*** Opening of TASK INPUT ***

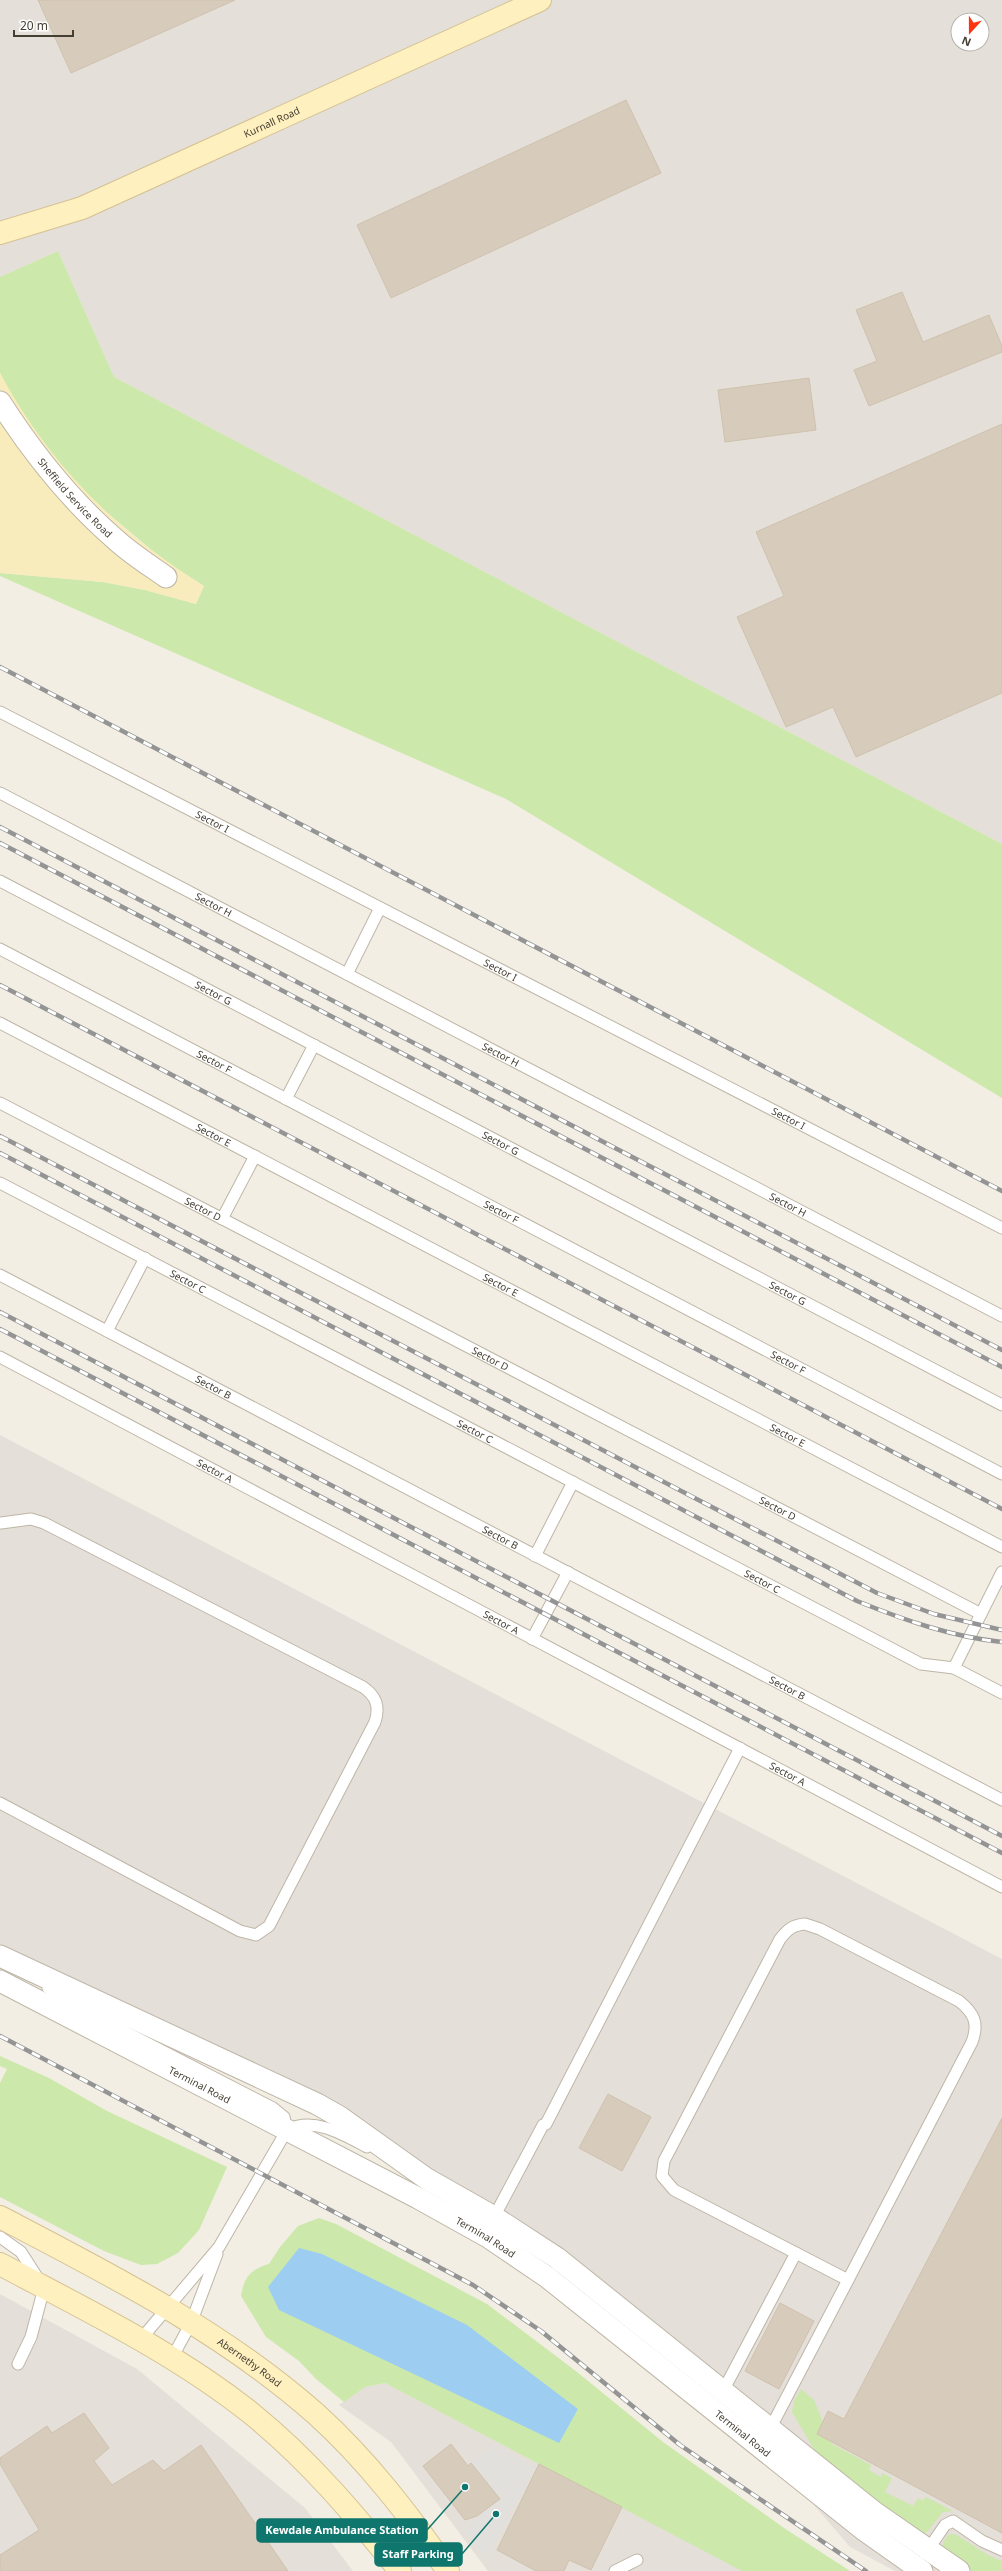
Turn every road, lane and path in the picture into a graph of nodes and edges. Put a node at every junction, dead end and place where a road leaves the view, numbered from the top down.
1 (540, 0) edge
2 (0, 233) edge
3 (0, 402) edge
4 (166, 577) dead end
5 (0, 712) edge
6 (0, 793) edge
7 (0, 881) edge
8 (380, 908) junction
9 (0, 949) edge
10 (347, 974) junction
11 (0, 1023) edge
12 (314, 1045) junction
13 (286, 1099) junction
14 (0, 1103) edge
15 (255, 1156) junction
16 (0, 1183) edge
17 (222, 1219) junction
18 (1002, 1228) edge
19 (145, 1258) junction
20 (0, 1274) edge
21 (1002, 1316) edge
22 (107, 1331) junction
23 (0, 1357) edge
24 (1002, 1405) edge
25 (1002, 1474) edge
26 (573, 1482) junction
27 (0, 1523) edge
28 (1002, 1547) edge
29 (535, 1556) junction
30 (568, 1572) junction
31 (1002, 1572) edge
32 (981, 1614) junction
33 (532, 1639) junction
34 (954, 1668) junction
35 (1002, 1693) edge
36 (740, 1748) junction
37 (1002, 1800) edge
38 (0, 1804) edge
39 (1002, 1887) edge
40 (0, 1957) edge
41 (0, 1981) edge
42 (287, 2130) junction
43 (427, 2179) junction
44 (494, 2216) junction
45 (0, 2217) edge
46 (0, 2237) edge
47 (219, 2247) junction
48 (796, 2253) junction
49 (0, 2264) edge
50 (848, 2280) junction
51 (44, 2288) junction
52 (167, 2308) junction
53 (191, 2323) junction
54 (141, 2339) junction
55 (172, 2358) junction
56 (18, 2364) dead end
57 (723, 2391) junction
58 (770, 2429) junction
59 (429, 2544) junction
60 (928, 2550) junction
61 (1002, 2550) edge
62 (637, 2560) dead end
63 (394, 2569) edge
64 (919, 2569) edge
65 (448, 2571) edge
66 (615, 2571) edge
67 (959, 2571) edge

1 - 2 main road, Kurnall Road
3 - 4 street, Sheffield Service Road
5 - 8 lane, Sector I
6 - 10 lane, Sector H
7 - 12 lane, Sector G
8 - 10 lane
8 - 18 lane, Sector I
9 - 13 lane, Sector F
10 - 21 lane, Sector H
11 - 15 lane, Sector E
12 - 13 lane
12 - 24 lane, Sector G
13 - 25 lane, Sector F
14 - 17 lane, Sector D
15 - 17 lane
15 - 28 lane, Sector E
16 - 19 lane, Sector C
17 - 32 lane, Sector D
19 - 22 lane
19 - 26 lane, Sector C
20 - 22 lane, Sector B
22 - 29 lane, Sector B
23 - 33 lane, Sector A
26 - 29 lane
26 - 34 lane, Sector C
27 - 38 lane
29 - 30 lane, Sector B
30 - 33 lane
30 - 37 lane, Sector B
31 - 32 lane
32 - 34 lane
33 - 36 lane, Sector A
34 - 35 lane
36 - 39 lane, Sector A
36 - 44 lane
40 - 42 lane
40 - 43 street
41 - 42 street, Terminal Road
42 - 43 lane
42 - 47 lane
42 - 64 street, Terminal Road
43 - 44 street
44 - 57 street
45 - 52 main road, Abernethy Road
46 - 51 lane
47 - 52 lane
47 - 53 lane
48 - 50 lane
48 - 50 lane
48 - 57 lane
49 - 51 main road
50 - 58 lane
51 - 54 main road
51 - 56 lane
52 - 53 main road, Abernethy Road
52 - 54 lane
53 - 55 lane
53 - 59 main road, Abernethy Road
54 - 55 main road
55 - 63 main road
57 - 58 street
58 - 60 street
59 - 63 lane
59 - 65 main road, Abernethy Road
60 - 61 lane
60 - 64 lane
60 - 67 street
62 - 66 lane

*** Close of TASK INPUT ***

Lines above with "street" in them are the ones to copy.

3 - 4 street, Sheffield Service Road
40 - 43 street
41 - 42 street, Terminal Road
42 - 64 street, Terminal Road
43 - 44 street
44 - 57 street
57 - 58 street
58 - 60 street
60 - 67 street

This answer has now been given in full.